Do a sweepline for both directions.

Going from bottom to top, keep all active segments in a sorted container. We will now process events and lazily add up the contribution of each line. For this you also need some meta information for each line, whether the polygon is to the right, or left and upto which height its contribution has already been added.
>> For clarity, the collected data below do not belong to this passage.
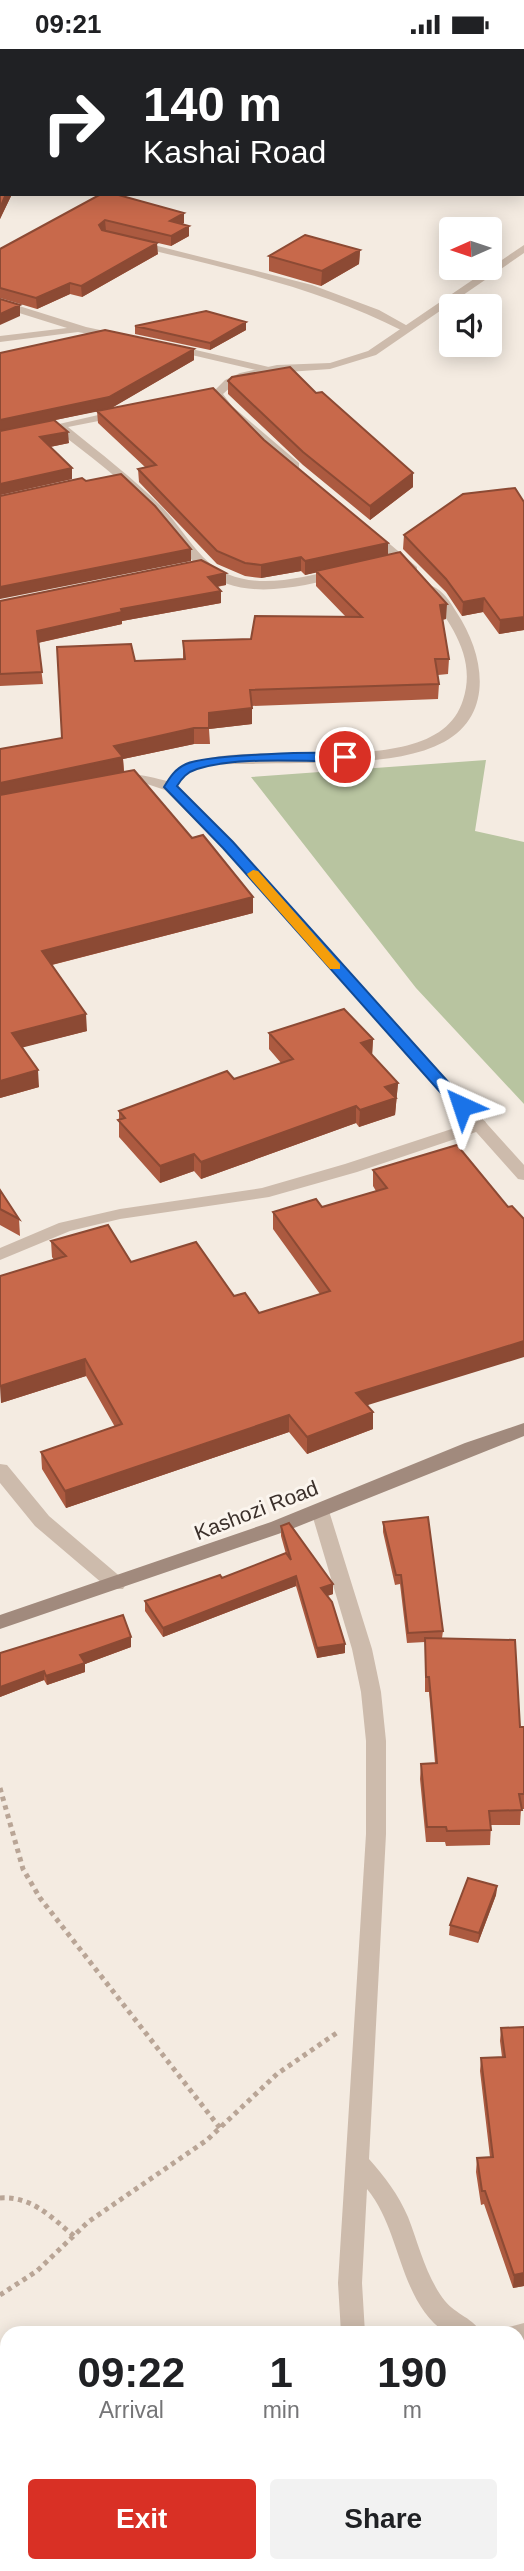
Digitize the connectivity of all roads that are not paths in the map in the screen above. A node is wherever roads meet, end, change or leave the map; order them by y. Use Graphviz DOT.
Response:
graph roads {
  1 [pos="119,239"];
  2 [pos="524,249"];
  3 [pos="0,303"];
  4 [pos="407,329"];
  5 [pos="84,330"];
  6 [pos="122,338"];
  7 [pos="0,339"];
  8 [pos="161,345"];
  9 [pos="269,370"];
  10 [pos="135,411"];
  11 [pos="59,426"];
  12 [pos="36,430"];
  13 [pos="311,481"];
  14 [pos="362,525"];
  15 [pos="352,571"];
  16 [pos="106,781"];
  17 [pos="170,787"];
  18 [pos="479,1125"];
  19 [pos="524,1175"];
  20 [pos="0,1254"];
  21 [pos="524,1429"];
  22 [pos="0,1470"];
  23 [pos="320,1511"];
  24 [pos="116,1584"];
  25 [pos="0,1622"];
  26 [pos="355,2160"];
  27 [pos="353,2326"];
  28 [pos="459,2326"];
  1 -- 4 [label="street"];
  2 -- 4 [label="street"];
  3 -- 5 [label="street"];
  4 -- 9 [label="street"];
  5 -- 6 [label="street"];
  5 -- 7 [label="street"];
  8 -- 9 [label="street"];
  9 -- 13 [label="street"];
  10 -- 11 [label="street"];
  11 -- 12 [label="street"];
  11 -- 15 [label="street"];
  14 -- 17 [label="street"];
  16 -- 17 [label="street"];
  17 -- 18 [label="street"];
  18 -- 19 [label="street"];
  18 -- 20 [label="street"];
  21 -- 23 [label="main road, Kashozi Road"];
  22 -- 24 [label="street"];
  23 -- 24 [label="main road, Kashozi Road"];
  23 -- 26 [label="street"];
  24 -- 25 [label="main road, Kashozi Road"];
  26 -- 27 [label="street"];
  26 -- 28 [label="street"];
}
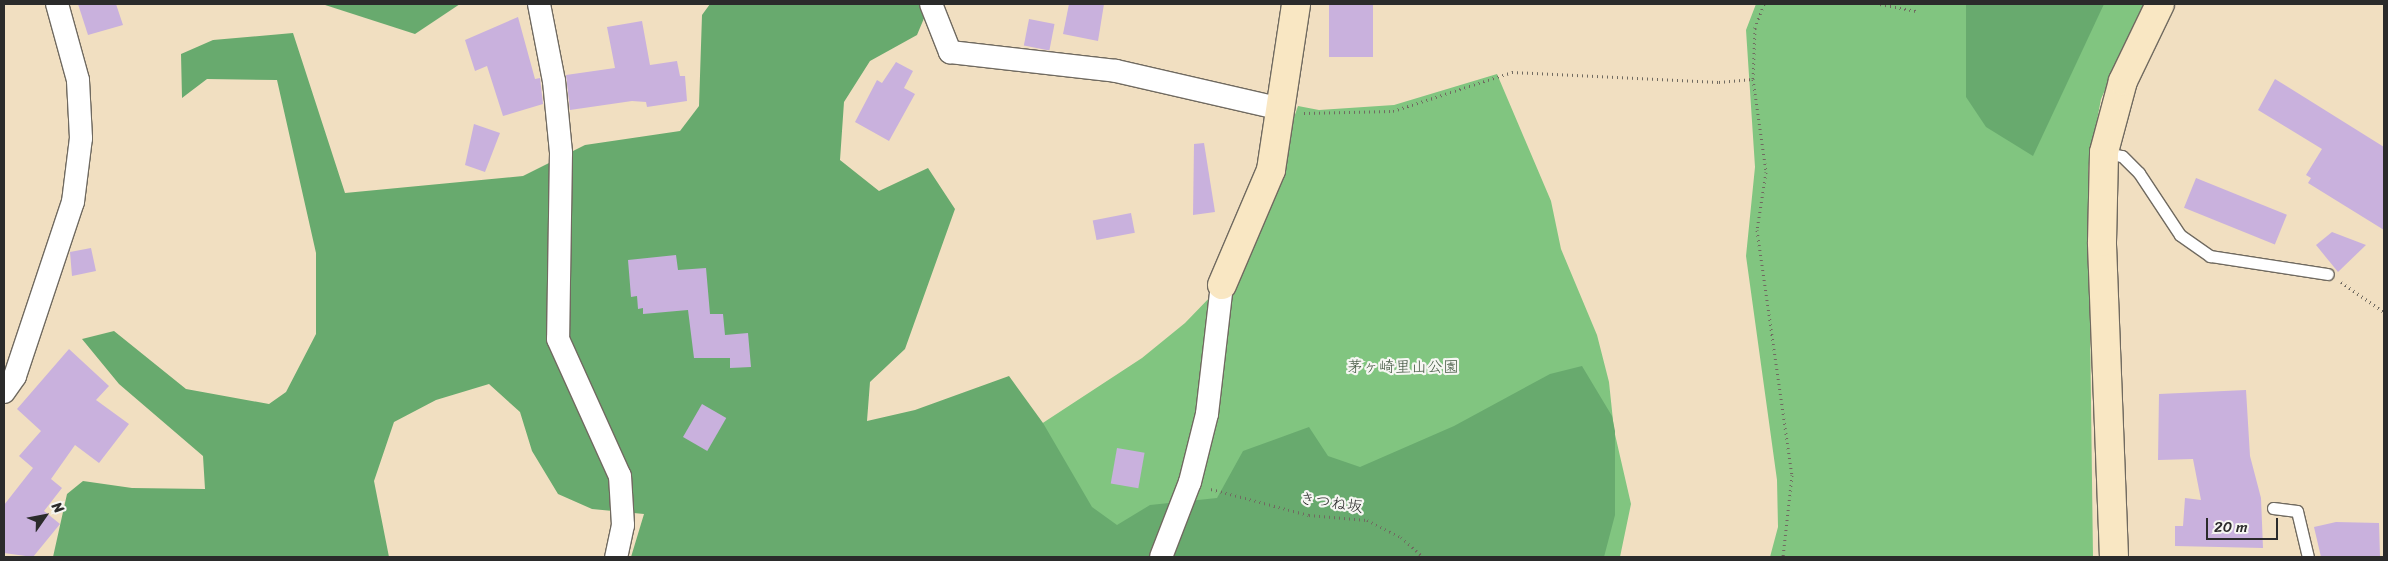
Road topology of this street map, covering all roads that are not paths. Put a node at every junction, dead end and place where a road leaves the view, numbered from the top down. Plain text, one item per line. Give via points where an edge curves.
1 (56, 4) edge
2 (539, 4) edge
3 (931, 4) edge
4 (1296, 4) edge
5 (2160, 4) edge
6 (1282, 109) junction
7 (2104, 152) junction
8 (2328, 274) road end
9 (1222, 285) joint
10 (4, 392) edge
11 (2273, 508) dead end
12 (616, 557) edge
13 (1161, 557) edge
14 (2114, 557) edge
15 (2308, 557) edge

1 - 10 street via 78,80 78,165 72,202 15,376
2 - 12 street via 554,80 561,153 558,339 620,476 623,525
3 - 6 street via 950,52 1116,71
4 - 6 street
5 - 7 street via 2123,80
6 - 9 street via 1270,170
7 - 8 lane via 2122,156 2139,173 2180,234 2210,256
7 - 14 street via 2102,242
9 - 13 street via 1206,414 1190,482
11 - 15 lane via 2298,511

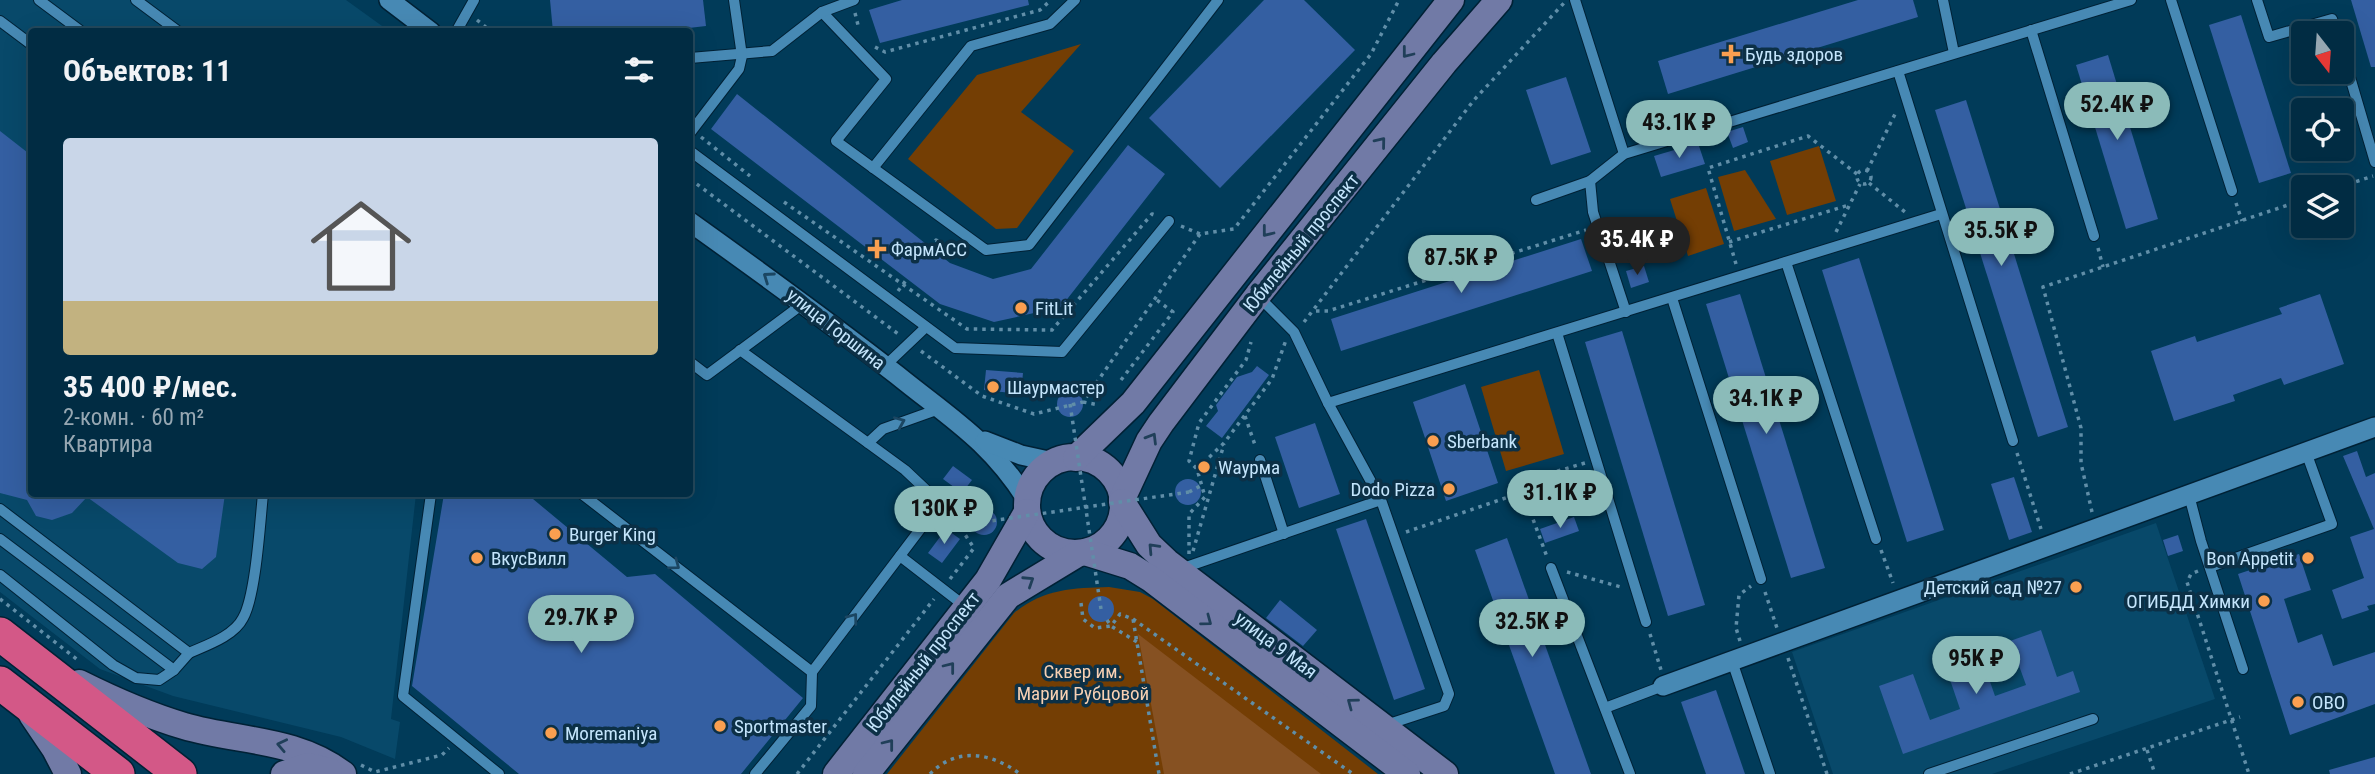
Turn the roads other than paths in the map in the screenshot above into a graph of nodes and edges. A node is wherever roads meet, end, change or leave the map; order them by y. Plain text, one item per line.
1 (39, 0) edge
2 (136, 0) edge
3 (389, 0) edge
4 (474, 0) edge
5 (734, 0) edge
6 (853, 0) edge
7 (1075, 0) edge
8 (1218, 0) edge
9 (1451, 0) edge
10 (1499, 0) edge
11 (1575, 0) edge
12 (1943, 0) edge
13 (2131, 0) edge
14 (2171, 0) edge
15 (2257, 0) edge
16 (822, 12) junction
17 (0, 21) edge
18 (77, 28) edge
19 (174, 28) edge
20 (425, 28) edge
21 (458, 28) edge
22 (2031, 30) junction
23 (2291, 31) edge
24 (28, 42) edge
25 (1954, 54) junction
26 (742, 56) junction
27 (693, 58) edge
28 (1898, 71) junction
29 (2352, 84) edge
30 (693, 127) edge
31 (1624, 153) junction
32 (693, 154) edge
33 (2375, 162) edge
34 (873, 168) junction
35 (1590, 181) junction
36 (2232, 191) road end
37 (1536, 200) dead end
38 (1941, 214) junction
39 (1169, 221) road end
40 (693, 224) edge
41 (2094, 236) road end
42 (1786, 262) junction
43 (1258, 295) junction
44 (1672, 298) junction
45 (804, 303) junction
46 (1626, 312) junction
47 (926, 327) junction
48 (1557, 333) junction
49 (740, 350) junction
50 (693, 364) edge
51 (885, 366) junction
52 (1328, 403) junction
53 (939, 409) junction
54 (2375, 427) edge
55 (980, 439) junction
56 (2013, 441) road end
57 (869, 443) junction
58 (2306, 452) junction
59 (1065, 460) junction
60 (1259, 460) road end
61 (2189, 495) junction
62 (263, 497) edge
63 (431, 497) edge
64 (586, 497) edge
65 (1122, 500) junction
66 (1381, 500) junction
67 (1027, 506) junction
68 (0, 509) edge
69 (1284, 534) junction
70 (0, 539) edge
71 (1876, 539) road end
72 (1082, 552) junction
73 (900, 556) junction
74 (1189, 566) road end
75 (2210, 567) junction
76 (1551, 568) road end
77 (0, 576) edge
78 (1761, 579) road end
79 (967, 607) junction
80 (1646, 622) road end
81 (0, 634) edge
82 (189, 653) junction
83 (29, 657) junction
84 (1738, 659) junction
85 (2244, 668) dead end
86 (174, 670) junction
87 (812, 672) junction
88 (4, 685) edge
89 (1665, 686) joint
90 (1605, 708) junction
91 (2093, 719) dead end
92 (1383, 727) junction
93 (344, 770) edge
94 (68, 774) edge
95 (117, 774) edge
96 (180, 774) edge
97 (284, 774) edge
98 (499, 774) edge
99 (755, 774) edge
100 (836, 774) edge
101 (866, 774) edge
102 (1407, 774) edge
103 (1445, 774) edge
104 (1630, 774) edge
105 (1770, 774) edge
106 (1929, 774) edge

1 - 18 lane
2 - 19 lane
3 - 20 street
4 - 21 lane
5 - 26 lane
6 - 16 lane
7 - 34 lane
8 - 34 lane
9 -> 59 main road, Юбилейный проспект
43 -> 10 main road, Юбилейный проспект
11 - 31 lane
12 - 25 lane
13 - 22 lane
14 - 36 lane
15 - 23 lane
16 - 26 lane
16 - 34 lane
17 - 24 lane
22 - 25 lane
22 - 41 lane
25 - 28 lane
26 - 27 lane
26 - 30 lane
28 - 31 lane
28 - 38 lane
29 - 33 lane
31 - 35 lane
32 - 47 lane
35 - 37 lane
35 - 46 lane
38 - 42 lane
38 - 56 lane
39 - 47 lane
45 -> 40 street, улица Горшина
42 - 44 lane
42 - 71 lane
43 - 52 lane
65 -> 43 main road, Юбилейный проспект
44 - 46 lane
44 - 78 lane
45 - 49 lane
45 - 51 street, улица Горшина
46 - 48 lane
47 - 51 lane
48 - 52 lane
48 - 80 lane
49 - 50 lane
49 - 57 lane
51 - 53 street, улица Горшина
52 - 66 lane
53 - 55 street, улица Горшина
57 -> 53 lane
54 - 58 street
55 - 59 street, улица Горшина
55 - 67 street, улица Горшина
57 - 73 lane
58 - 61 street
58 - 75 lane
59 - 65 main road
59 - 67 main road, Юбилейный проспект
60 - 69 lane
61 - 75 lane
61 - 84 street
62 - 82 lane
63 - 98 lane
64 -> 87 lane
65 - 72 main road, Юбилейный проспект
92 -> 65 main road, улица 9 Мая
66 - 69 lane
66 - 92 lane
67 - 72 main road
67 - 79 main road, Юбилейный проспект
68 - 82 lane
69 - 74 lane
70 - 86 lane
101 -> 72 main road, Юбилейный проспект
72 -> 102 main road, улица 9 Мая
73 - 79 lane
87 -> 73 lane
75 - 85 lane
76 - 90 lane
77 - 86 lane
79 - 100 main road, Юбилейный проспект
81 - 83 highway
82 - 86 lane
93 -> 83 main road
83 - 96 highway
84 - 89 street
84 - 105 lane
87 - 99 lane
88 - 94 main road
88 - 95 highway
89 - 90 lane
90 - 104 lane
91 - 106 lane
92 - 103 main road, улица 9 Мая
93 - 97 main road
An event is either the start/end of two neighboring segments or replacing a line by another line. You can now update the sorted container. When doing this remember to add up the remaining contribution of previous segment at this position. This is just arithmetic so I won't go into detail. Furthermore don't forget to handle the case of a line parallel to the x-Axis.

  • »
    »
    3 года назад, # ^ |
      Проголосовать: нравится +32 Проголосовать: не нравится

    Thanks for answering! Could you elaborate your idea with the above test case please? Appreciate!

    • »
      »
      »
      3 года назад, # ^ |
        Проголосовать: нравится 0 Проголосовать: не нравится

      Ok I first lets go from left to right.

      Initially we add the lines (-2, 2)->(0,0) and (-2,1)->(2,-2). Remember vertical/horizontal lines need to be special cased. Next the line (0,0)->(2,0) will start. This line replaces (-2, 2)->(0,0), so we have to add its contribution. In this case this is the segment (-1,1)->(-1, -1.25).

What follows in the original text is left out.